13 April 2009

Russell 2000 is Flashing Warning Signs

Russell 2000 is flashing warning signs, reports Lynn Thomasson at Bloomberg:

The Russell 2000 Index’s record one-month gain is sending danger signals to investors who remember how similar rallies in U.S. stocks came to an end.

The gauge of companies with a median value of $301 million is beating the Standard & Poor’s 500 Index, where stocks have an average market value of $6.5 billion, by 9.8 percentage points. Gains in the Russell 2000 are being led by an 11-fold jump in Spansion Inc., a bankrupt chipmaker, and a sevenfold rise for Hayes Lemmerz International Inc., a wheel manufacturer that hasn’t had a profit since 2006.
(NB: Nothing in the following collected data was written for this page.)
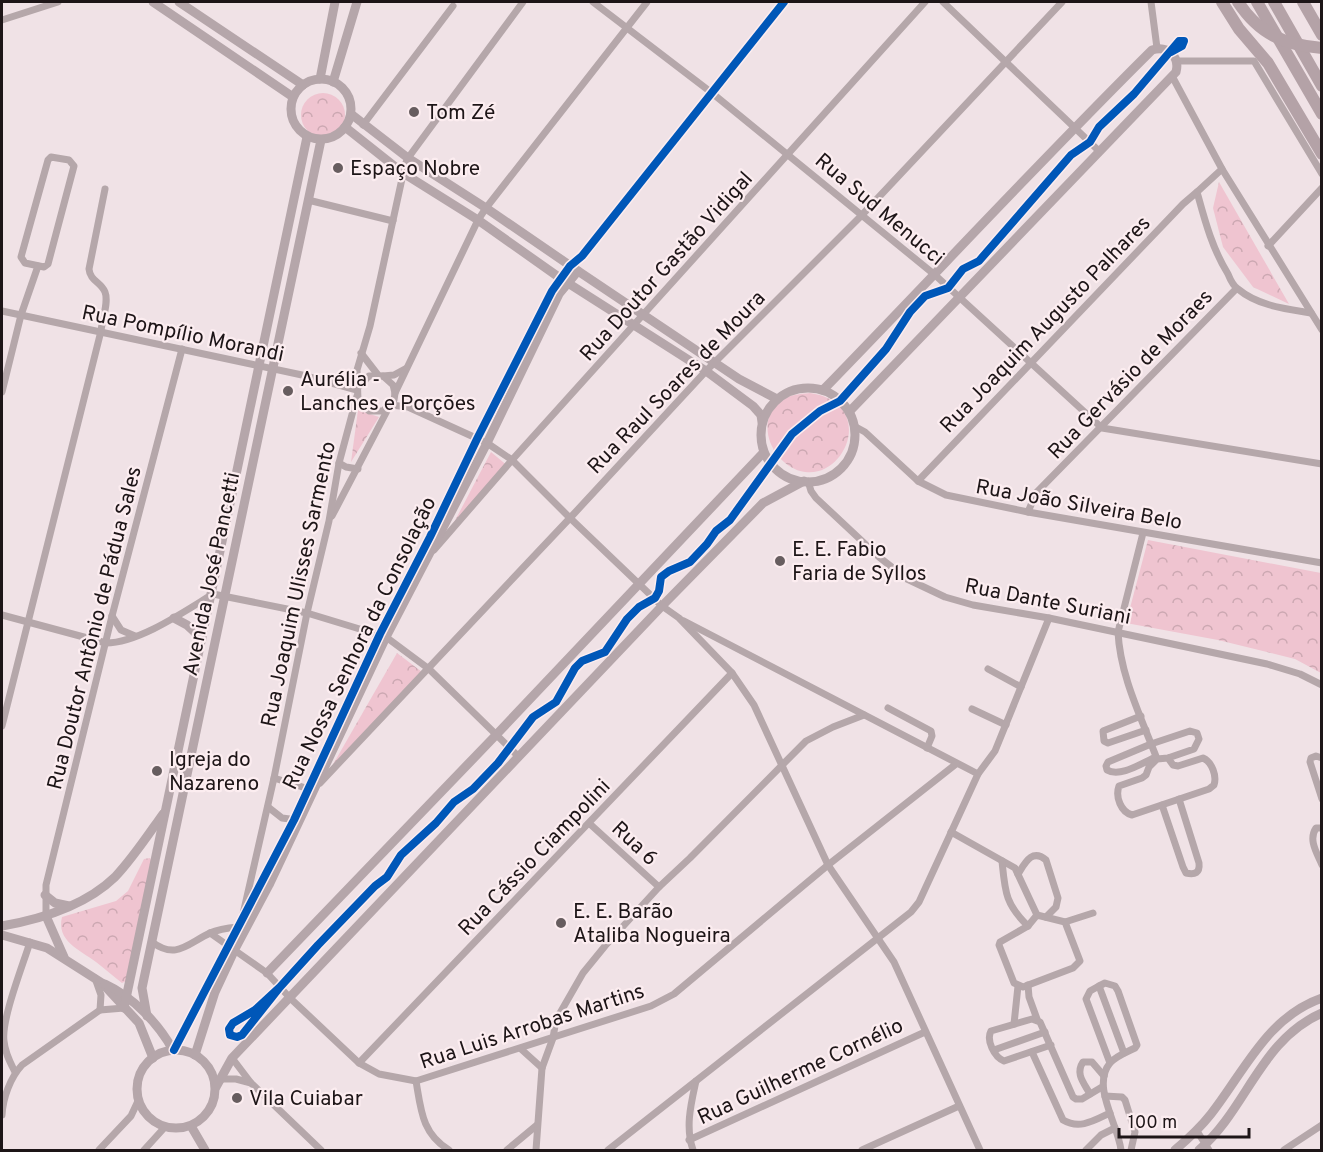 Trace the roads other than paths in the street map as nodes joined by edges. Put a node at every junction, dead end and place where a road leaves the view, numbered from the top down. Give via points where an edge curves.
1 (58, 2) edge
2 (153, 2) edge
3 (178, 2) edge
4 (335, 2) edge
5 (357, 2) edge
6 (524, 2) edge
7 (594, 2) edge
8 (647, 2) edge
9 (784, 2) edge
10 (925, 2) edge
11 (943, 2) edge
12 (1062, 2) edge
13 (1150, 2) edge
14 (1221, 2) edge
15 (1238, 2) edge
16 (1257, 2) edge
17 (1274, 2) edge
18 (1303, 2) edge
19 (453, 6) dead end
20 (2, 20) edge
21 (627, 27) junction
22 (1322, 34) edge
23 (1157, 48) junction
24 (1322, 48) edge
25 (1177, 61) junction
26 (1004, 62) junction
27 (1172, 76) junction
28 (320, 79) junction
29 (333, 82) junction
30 (303, 85) junction
31 (1322, 86) edge
32 (712, 93) junction
33 (293, 96) junction
34 (351, 114) junction
35 (1322, 114) edge
36 (363, 125) junction
37 (345, 127) junction
38 (1073, 128) junction
39 (307, 137) junction
40 (321, 140) junction
41 (1099, 151) junction
42 (1322, 154) edge
43 (788, 155) junction
44 (408, 158) junction
45 (1222, 169) junction
46 (403, 173) junction
47 (1322, 174) edge
48 (1322, 188) edge
49 (105, 189) dead end
50 (1197, 192) junction
51 (308, 200) junction
52 (486, 208) junction
53 (861, 216) junction
54 (478, 220) junction
55 (393, 221) junction
56 (1268, 246) junction
57 (38, 266) junction
58 (574, 268) junction
59 (935, 275) junction
60 (564, 280) junction
61 (1236, 288) junction
62 (959, 298) junction
63 (2, 311) edge
64 (1311, 313) junction
65 (21, 315) junction
66 (645, 315) junction
67 (635, 326) junction
68 (1322, 330) edge
69 (101, 331) junction
70 (182, 349) junction
71 (362, 353) junction
72 (715, 362) junction
73 (1030, 362) junction
74 (260, 366) junction
75 (272, 369) junction
76 (405, 369) junction
77 (706, 371) junction
78 (381, 376) junction
79 (823, 390) junction
80 (358, 391) junction
81 (2, 392) edge
82 (395, 394) junction
83 (777, 399) junction
84 (389, 407) junction
85 (408, 407) junction
86 (849, 412) junction
87 (762, 422) junction
88 (854, 426) junction
89 (1102, 428) junction
90 (477, 439) junction
91 (487, 443) junction
92 (764, 452) junction
93 (512, 460) junction
94 (339, 463) junction
95 (1322, 464) edge
96 (358, 469) junction
97 (806, 481) junction
98 (918, 481) junction
99 (1028, 512) junction
100 (570, 518) junction
101 (329, 521) junction
102 (1143, 533) junction
103 (432, 552) junction
104 (1322, 563) edge
105 (640, 583) junction
106 (213, 594) junction
107 (225, 597) junction
108 (662, 606) junction
109 (307, 613) junction
110 (2, 615) edge
111 (112, 616) junction
112 (174, 618) junction
113 (679, 618) junction
114 (1049, 618) junction
115 (28, 621) junction
116 (1118, 632) junction
117 (383, 635) junction
118 (135, 636) junction
119 (202, 639) junction
120 (106, 643) junction
121 (429, 669) junction
122 (988, 669) dead end
123 (732, 673) junction
124 (1322, 685) edge
125 (1021, 687) junction
126 (888, 708) dead end
127 (972, 709) dead end
128 (864, 715) junction
129 (1141, 716) junction
130 (1006, 725) junction
131 (2, 726) edge
132 (1146, 730) junction
133 (496, 735) junction
134 (1151, 744) junction
135 (927, 748) junction
136 (519, 757) junction
137 (1156, 758) junction
138 (1168, 758) junction
139 (1322, 758) edge
140 (783, 764) junction
141 (956, 764) junction
142 (978, 774) junction
143 (274, 778) junction
144 (313, 789) junction
145 (1179, 799) junction
146 (1322, 799) edge
147 (1162, 805) junction
148 (267, 807) junction
149 (165, 812) junction
150 (297, 820) junction
151 (590, 824) junction
152 (1322, 828) edge
153 (951, 832) junction
154 (1002, 861) junction
155 (828, 865) junction
156 (1322, 865) edge
157 (1018, 874) junction
158 (659, 887) junction
159 (45, 895) junction
160 (69, 906) junction
161 (1093, 913) dead end
162 (46, 915) junction
163 (1036, 915) junction
164 (1046, 917) junction
165 (1065, 922) junction
166 (240, 923) junction
167 (2, 926) edge
168 (1028, 926) junction
169 (210, 933) junction
170 (2, 935) edge
171 (879, 938) junction
172 (30, 942) junction
173 (152, 942) junction
174 (231, 947) junction
175 (64, 957) junction
176 (267, 973) junction
177 (98, 980) junction
178 (1028, 985) junction
179 (1018, 986) junction
180 (1099, 986) junction
181 (126, 997) junction
182 (290, 998) junction
183 (1322, 998) edge
184 (124, 1008) junction
185 (100, 1010) junction
186 (1322, 1013) edge
187 (147, 1016) junction
188 (1037, 1019) junction
189 (1014, 1024) junction
190 (925, 1032) junction
191 (1045, 1032) junction
192 (553, 1038) junction
193 (1052, 1045) junction
194 (521, 1049) junction
195 (173, 1050) junction
196 (994, 1050) junction
197 (1032, 1052) junction
198 (1124, 1053) junction
199 (195, 1055) junction
200 (153, 1058) junction
201 (232, 1058) junction
202 (359, 1063) junction
203 (1110, 1063) junction
204 (542, 1068) junction
205 (15, 1072) junction
206 (1104, 1076) junction
207 (416, 1081) junction
208 (696, 1081) junction
209 (218, 1083) junction
210 (251, 1083) junction
211 (1102, 1088) junction
212 (1090, 1094) junction
213 (1104, 1096) junction
214 (138, 1101) junction
215 (959, 1106) junction
216 (1110, 1113) junction
217 (2, 1115) edge
218 (537, 1125) junction
219 (1322, 1125) edge
220 (191, 1126) junction
221 (165, 1127) junction
222 (1115, 1128) junction
223 (1197, 1131) junction
224 (1119, 1139) junction
225 (689, 1140) junction
226 (1205, 1149) edge
227 (99, 1150) edge
228 (144, 1150) edge
229 (205, 1150) edge
230 (321, 1150) edge
231 (449, 1150) edge
232 (507, 1150) edge
233 (536, 1150) edge
234 (608, 1150) edge
235 (693, 1150) edge
236 (862, 1150) edge
237 (980, 1150) edge
238 (1086, 1150) edge
239 (1121, 1150) edge
240 (1130, 1150) edge
241 (1175, 1150) edge
242 (1284, 1150) edge

1 - 20 street
2 - 33 street
3 - 30 street
4 - 28 street
5 - 29 street
6 - 44 street, Rua Joaquim Ulisses Sarmento
7 - 21 street, Rua Sud Menucci
8 - 21 street
9 - 32 street
10 - 43 street, Rua Doutor Gastão Vidigal
11 - 26 street
12 - 26 street, Rua Raul Soares de Moura
13 - 23 street
14 - 42 highway via 1268,63
15 - 24 highway, bridge via 1276,38
16 - 35 highway
17 - 31 highway
18 - 22 highway
19 - 36 street
21 - 32 street, Rua Sud Menucci
21 - 52 street
23 - 25 street via 1169,51
23 - 38 street
25 - 27 street
25 - 47 street via 1254,61
26 - 38 street
26 - 53 street, Rua Raul Soares de Moura
27 - 41 street
27 - 45 street
28 - 29 street
28 - 30 street
29 - 34 street via 347,95
30 - 33 street
32 - 43 street, Rua Sud Menucci
32 - 58 street
33 - 39 street via 292,121
34 - 36 street
34 - 37 street
36 - 44 street
37 - 40 street via 333,137
37 - 46 street
38 - 41 street
38 - 59 street
39 - 40 street
39 - 74 street, Avenida José Pancetti
40 - 51 street, Avenida José Pancetti
41 - 62 street
43 - 53 street, Rua Sud Menucci
43 - 66 street, Rua Doutor Gastão Vidigal
44 - 46 street, Rua Joaquim Ulisses Sarmento
44 - 52 street
45 - 50 street, Rua Joaquim Augusto Palhares
45 - 56 street
46 - 54 street
46 - 55 street, Rua Joaquim Ulisses Sarmento
48 - 56 street
49 - 69 street via 89,269 106,299
50 - 61 street via 1211,243
50 - 73 street, Rua Joaquim Augusto Palhares
51 - 55 street
51 - 75 street, Avenida José Pancetti
52 - 54 street
52 - 58 street
53 - 59 street, Rua Sud Menucci
53 - 72 street, Rua Raul Soares de Moura
54 - 60 street
54 - 76 street
55 - 71 street, Rua Joaquim Ulisses Sarmento
56 - 64 street
57 - 57 street via 25,263 21,257 48,160 69,160 74,166 48,264
57 - 65 street
58 - 60 street, Rua Nossa Senhora da Consolação
58 - 66 street
59 - 62 street, Rua Sud Menucci
59 - 79 street
60 - 67 street
60 - 90 street, Rua Nossa Senhora da Consolação
60 - 91 street, Rua Nossa Senhora da Consolação
61 - 64 street via 1281,309
61 - 89 street, Rua Gervásio de Moraes
62 - 73 street, Rua Sud Menucci
62 - 86 street
63 - 65 street, Rua Pompílio Morandi
64 - 68 street
65 - 69 street, Rua Pompílio Morandi
65 - 81 street
66 - 67 street, Rua Doutor Gastão Vidigal
66 - 72 street
67 - 77 street
67 - 93 street, Rua Doutor Gastão Vidigal
69 - 70 street, Rua Pompílio Morandi
69 - 115 street
70 - 74 street, Rua Pompílio Morandi
70 - 111 street, Rua Doutor Antônio de Pádua Sales
71 - 78 street
71 - 80 street, Rua Joaquim Ulisses Sarmento via 357,370
72 - 77 street, Rua Raul Soares de Moura
72 - 83 street
73 - 89 street, Rua Sud Menucci
73 - 98 street, Rua Joaquim Augusto Palhares
74 - 75 street, Rua Pompílio Morandi
74 - 106 street, Avenida José Pancetti
75 - 80 street, Rua Pompílio Morandi
75 - 107 street, Avenida José Pancetti
76 - 78 street
76 - 82 street
77 - 87 street via 753,406
77 - 100 street, Rua Raul Soares de Moura
78 - 80 street via 369,376
78 - 82 street via 393,385
79 - 83 street via 799,389
79 - 86 street via 840,400
80 - 84 street via 361,405 369,411
80 - 94 street, Rua Joaquim Ulisses Sarmento
82 - 84 street
82 - 85 street
83 - 87 street
84 - 85 street
84 - 96 street
85 - 90 street
86 - 88 street
87 - 92 street
88 - 97 street via 853,449 840,469 830,476
88 - 98 street, Rua João Silveira Belo
89 - 95 street
89 - 99 street, Rua Gervásio de Moraes via 1036,493
90 - 91 street
90 - 117 street, Rua Nossa Senhora da Consolação
91 - 93 street
91 - 103 street, Rua Nossa Senhora da Consolação
92 - 97 street via 780,472
92 - 105 street
93 - 100 street
93 - 103 street, Rua Doutor Gastão Vidigal
94 - 96 street
94 - 101 street, Rua Joaquim Ulisses Sarmento
96 - 101 street
97 - 108 street via 763,503
97 - 114 street, Rua Dante Suriani via 823,506 907,579 974,605
98 - 99 street, Rua João Silveira Belo via 946,495
99 - 102 street, Rua João Silveira Belo
100 - 105 street
100 - 121 street, Rua Raul Soares de Moura
101 - 109 street, Rua Joaquim Ulisses Sarmento
102 - 104 street, Rua João Silveira Belo
102 - 116 street
103 - 117 street, Rua Nossa Senhora da Consolação
105 - 108 street
105 - 133 street
106 - 107 street
106 - 112 street
106 - 119 street, Avenida José Pancetti
107 - 109 street
107 - 173 street, Avenida José Pancetti
108 - 113 street
108 - 136 street
109 - 117 street
109 - 143 street, Rua Joaquim Ulisses Sarmento
110 - 115 street
111 - 118 street via 121,630
111 - 120 street, Rua Doutor Antônio de Pádua Sales
112 - 118 street
112 - 119 street
113 - 123 street
113 - 128 street
114 - 116 street, Rua Dante Suriani
114 - 125 street
115 - 120 street
115 - 131 street
116 - 124 street, Rua Dante Suriani via 1267,663
116 - 129 street via 1122,662
117 - 121 street
117 - 144 street, Rua Nossa Senhora da Consolação
118 - 120 street
119 - 149 street, Avenida José Pancetti
120 - 159 street, Rua Doutor Antônio de Pádua Sales
121 - 133 street
121 - 144 street, Rua Raul Soares de Moura
122 - 125 street
123 - 140 street via 754,705
123 - 151 street, Rua Cássio Ciampolini
125 - 130 street
126 - 135 street via 931,731
127 - 130 street
128 - 135 street
128 - 140 street via 806,741
129 - 132 street
129 - 132 street via 1103,731 1104,741
130 - 142 street via 995,751
132 - 134 street
133 - 136 street
133 - 176 street
134 - 137 street
134 - 137 street via 1108,762 1107,770 1119,773
134 - 138 street via 1191,731 1197,733 1199,739 1194,749
135 - 141 street
136 - 182 street
137 - 138 street
137 - 147 street via 1142,778 1123,783 1117,791 1125,813 1132,815
138 - 145 street via 1178,766 1203,758 1215,775 1214,785 1209,789
139 - 146 street via 1316,756 1310,762
140 - 155 street
140 - 158 street
141 - 142 street
141 - 155 street, Rua Luis Arrobas Martins
142 - 153 street
143 - 144 street
143 - 148 street, Rua Joaquim Ulisses Sarmento
144 - 150 street, Rua Nossa Senhora da Consolação
145 - 147 street
145 - 147 street via 1199,863 1193,875 1183,867
148 - 150 street via 282,818
148 - 166 street, Rua Joaquim Ulisses Sarmento
149 - 160 street via 116,875 93,895
149 - 181 street, Avenida José Pancetti
150 - 166 street, Rua Nossa Senhora da Consolação
150 - 174 street, Rua Nossa Senhora da Consolação via 269,885
151 - 158 street, Rua 6
151 - 202 street, Rua Cássio Ciampolini
152 - 156 street via 1316,828 1312,834
153 - 154 street
153 - 171 street via 918,902
154 - 157 street
154 - 168 street via 1010,905
155 - 171 street
155 - 192 street, Rua Luis Arrobas Martins via 674,994 651,1006
157 - 163 street
157 - 164 street via 1030,857 1042,856 1046,860 1058,898 1056,907
158 - 192 street via 583,974 556,1020
159 - 160 street via 55,903
159 - 162 street, Rua Doutor Antônio de Pádua Sales
160 - 162 street
161 - 165 street
162 - 167 street
162 - 175 street
163 - 164 street
163 - 168 street
164 - 165 street
165 - 178 street via 1080,961 1073,968
166 - 169 street
166 - 174 street, Rua Nossa Senhora da Consolação
168 - 179 street via 1003,938 999,945
169 - 173 street via 175,951
169 - 174 street, Rua Luis Arrobas Martins
170 - 172 street
171 - 190 street
171 - 208 street
172 - 175 street
172 - 205 street via 5,1023 7,1056
173 - 187 street, Avenida José Pancetti via 142,988
174 - 176 street, Rua Luis Arrobas Martins
174 - 195 street, Rua Nossa Senhora da Consolação
174 - 199 street, Rua Nossa Senhora da Consolação
175 - 177 street
176 - 182 street, Rua Luis Arrobas Martins
177 - 181 street
177 - 184 street
177 - 185 street
178 - 179 street
178 - 188 street
179 - 189 street
180 - 198 street
180 - 198 street via 1111,984 1118,991 1136,1041 1135,1048
180 - 203 street via 1086,999
181 - 184 street, Avenida José Pancetti
181 - 187 street
182 - 201 street
182 - 202 street, Rua Luis Arrobas Martins
183 - 223 street via 1304,1004 1264,1040
184 - 185 street
184 - 200 street via 139,1023
185 - 205 street
186 - 226 street via 1294,1028 1276,1046
187 - 195 street
188 - 189 street
188 - 191 street
189 - 196 street via 991,1031 988,1040
190 - 215 street
190 - 225 street, Rua Guilherme Cornélio
191 - 193 street
191 - 196 street
192 - 194 street, Rua Luis Arrobas Martins
192 - 204 street
193 - 197 street
193 - 212 street via 1073,1097 1079,1100
194 - 204 street
194 - 207 street, Rua Luis Arrobas Martins
195 - 199 street
195 - 200 street
196 - 197 street via 1004,1061
197 - 216 street via 1069,1124 1086,1124
198 - 203 street
199 - 209 street via 210,1068
200 - 214 street via 139,1077
201 - 209 street
201 - 210 street
202 - 207 street, Rua Luis Arrobas Martins via 379,1074
203 - 206 street
204 - 218 street
205 - 217 street
206 - 211 street
206 - 212 street via 1092,1062 1083,1062 1079,1075
207 - 231 street via 429,1134
208 - 225 street
208 - 234 street
209 - 210 street via 236,1079
209 - 220 street via 210,1110
210 - 230 street
211 - 212 street
211 - 213 street
213 - 216 street
213 - 240 street via 1125,1100 1135,1132
214 - 221 street via 154,1122
214 - 227 street via 131,1116
215 - 236 street
215 - 237 street
216 - 222 street
218 - 232 street
218 - 233 street
219 - 242 street
220 - 221 street
220 - 229 street
221 - 228 street
222 - 224 street
222 - 238 street
223 - 226 street
223 - 241 street
224 - 239 street
224 - 240 street
225 - 235 street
While small-caps tend to lead the way out of bear markets, when they have outpaced larger stocks by this much, both indexes erased gains and fell, according to data compiled by Birinyi Associates Inc. Increased trading and ratios of advancing to falling stocks have also risen to levels that preceded declines, boosting investor concerns that the S&P 500’s 27 percent advance since March 9 will end the same way as the 24 percent rally that fizzled in January.
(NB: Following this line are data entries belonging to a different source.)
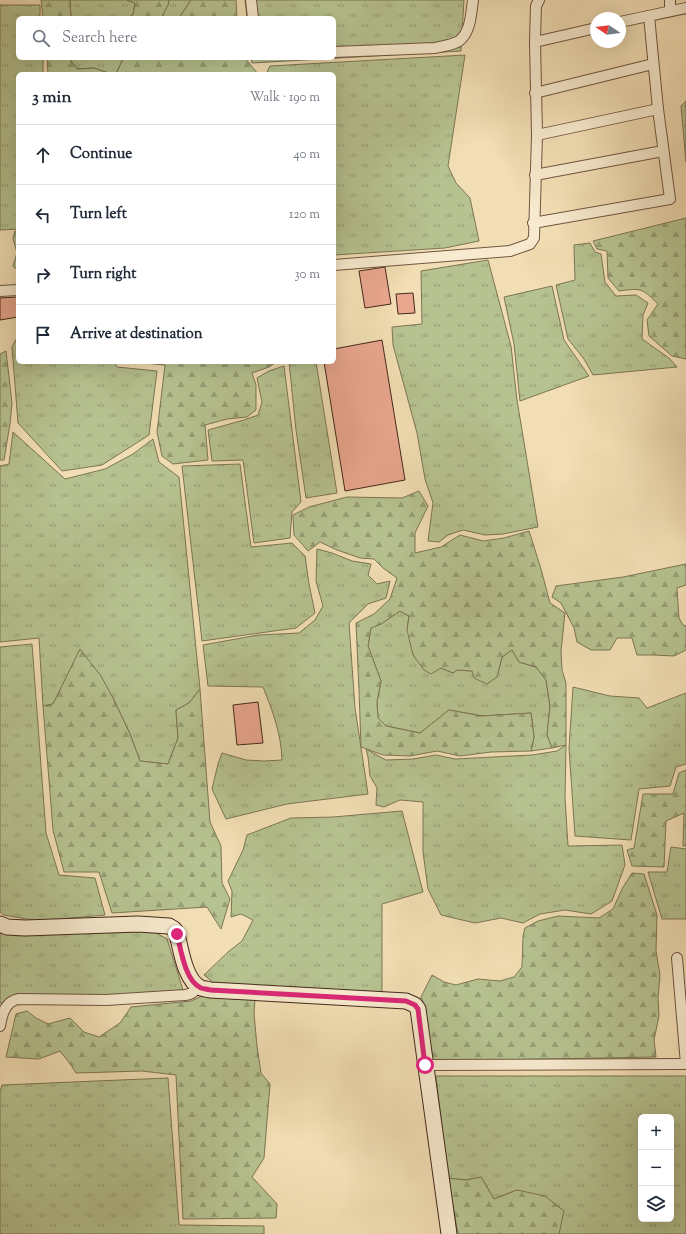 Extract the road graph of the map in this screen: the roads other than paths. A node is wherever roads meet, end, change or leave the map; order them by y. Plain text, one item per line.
1 (251, 0) edge
2 (473, 0) edge
3 (539, 0) edge
4 (670, 0) edge
5 (686, 8) edge
6 (670, 12) junction
7 (253, 16) edge
8 (649, 16) junction
9 (626, 21) edge
10 (590, 29) edge
11 (535, 42) junction
12 (336, 52) edge
13 (653, 64) junction
14 (535, 93) junction
15 (658, 109) junction
16 (537, 135) junction
17 (663, 151) junction
18 (535, 175) junction
19 (533, 223) junction
20 (336, 265) edge
21 (16, 290) edge
22 (0, 292) edge
23 (0, 924) edge
24 (677, 958) dead end
25 (197, 985) junction
26 (0, 1026) edge
27 (686, 1064) edge
28 (425, 1065) junction
29 (449, 1234) edge

1 - 7 street
2 - 12 street
3 - 11 street
4 - 6 street
5 - 6 street
6 - 8 street
8 - 9 street
8 - 13 street
10 - 11 street
11 - 14 street
13 - 14 street
13 - 15 street
14 - 16 street
15 - 16 street
15 - 17 street
16 - 18 street
17 - 18 street
17 - 19 street
18 - 19 street
19 - 20 street
21 - 22 street
23 - 25 street
24 - 27 street
25 - 26 street
25 - 28 street
27 - 28 street
28 - 29 street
“This move is too explosive to be sustainable,” said Jack Ablin, chief investment officer at Chicago-based Harris Private Bank, which oversees $60 billion. “None of the structural underpinnings of the market have really changed. It’s going to be a multiyear healing process.”


Steeper jumps for small-cap stocks one month into a rally are signs of indiscriminate buying and usually come before equities fall, said Cleve Rueckert, a Birinyi analyst. The Russell 2000’s 36 percent climb since March 9 is its steepest since the index began in 1979, according to Bloomberg data.
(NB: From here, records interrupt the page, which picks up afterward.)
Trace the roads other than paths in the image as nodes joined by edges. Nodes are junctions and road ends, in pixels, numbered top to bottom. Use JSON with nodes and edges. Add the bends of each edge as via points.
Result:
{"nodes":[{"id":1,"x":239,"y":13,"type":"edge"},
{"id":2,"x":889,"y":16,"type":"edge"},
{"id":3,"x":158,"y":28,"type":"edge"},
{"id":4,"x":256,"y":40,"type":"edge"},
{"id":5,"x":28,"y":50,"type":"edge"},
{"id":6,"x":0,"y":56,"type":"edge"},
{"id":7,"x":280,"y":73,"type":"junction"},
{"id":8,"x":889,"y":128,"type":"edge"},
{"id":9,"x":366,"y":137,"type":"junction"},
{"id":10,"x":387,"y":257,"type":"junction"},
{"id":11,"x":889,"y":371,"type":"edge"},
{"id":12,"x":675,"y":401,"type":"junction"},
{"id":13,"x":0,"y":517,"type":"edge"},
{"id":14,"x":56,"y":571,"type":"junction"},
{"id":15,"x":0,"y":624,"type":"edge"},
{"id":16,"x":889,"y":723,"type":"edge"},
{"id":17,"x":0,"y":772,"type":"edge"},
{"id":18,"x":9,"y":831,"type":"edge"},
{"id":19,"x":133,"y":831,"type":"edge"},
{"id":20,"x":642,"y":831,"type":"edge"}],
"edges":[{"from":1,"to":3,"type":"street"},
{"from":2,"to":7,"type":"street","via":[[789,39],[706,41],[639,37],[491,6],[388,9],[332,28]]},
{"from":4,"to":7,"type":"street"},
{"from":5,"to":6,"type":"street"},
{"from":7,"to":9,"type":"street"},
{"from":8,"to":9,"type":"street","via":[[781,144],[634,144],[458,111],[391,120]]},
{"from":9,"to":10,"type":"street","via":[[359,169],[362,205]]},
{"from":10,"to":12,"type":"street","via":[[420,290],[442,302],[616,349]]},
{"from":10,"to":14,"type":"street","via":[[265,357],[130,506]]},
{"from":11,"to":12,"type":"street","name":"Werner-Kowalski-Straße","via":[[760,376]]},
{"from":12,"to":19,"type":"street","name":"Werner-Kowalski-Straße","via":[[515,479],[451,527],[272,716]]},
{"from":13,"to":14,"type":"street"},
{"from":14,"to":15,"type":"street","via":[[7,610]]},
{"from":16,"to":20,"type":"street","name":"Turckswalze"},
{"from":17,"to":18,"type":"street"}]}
“It’s unusual for a new cycle to start with such an abrupt gain,” Rueckert said. “Bear market rallies are broad. Everything goes up really sharp, really fast and not necessarily for a particular reason.”

None of the bull markets tracked by Birinyi included small- caps outperforming after a month by the rate they are now. On average, smaller stocks are tied with the S&P 500 at this stage of a lasting recovery, the data show.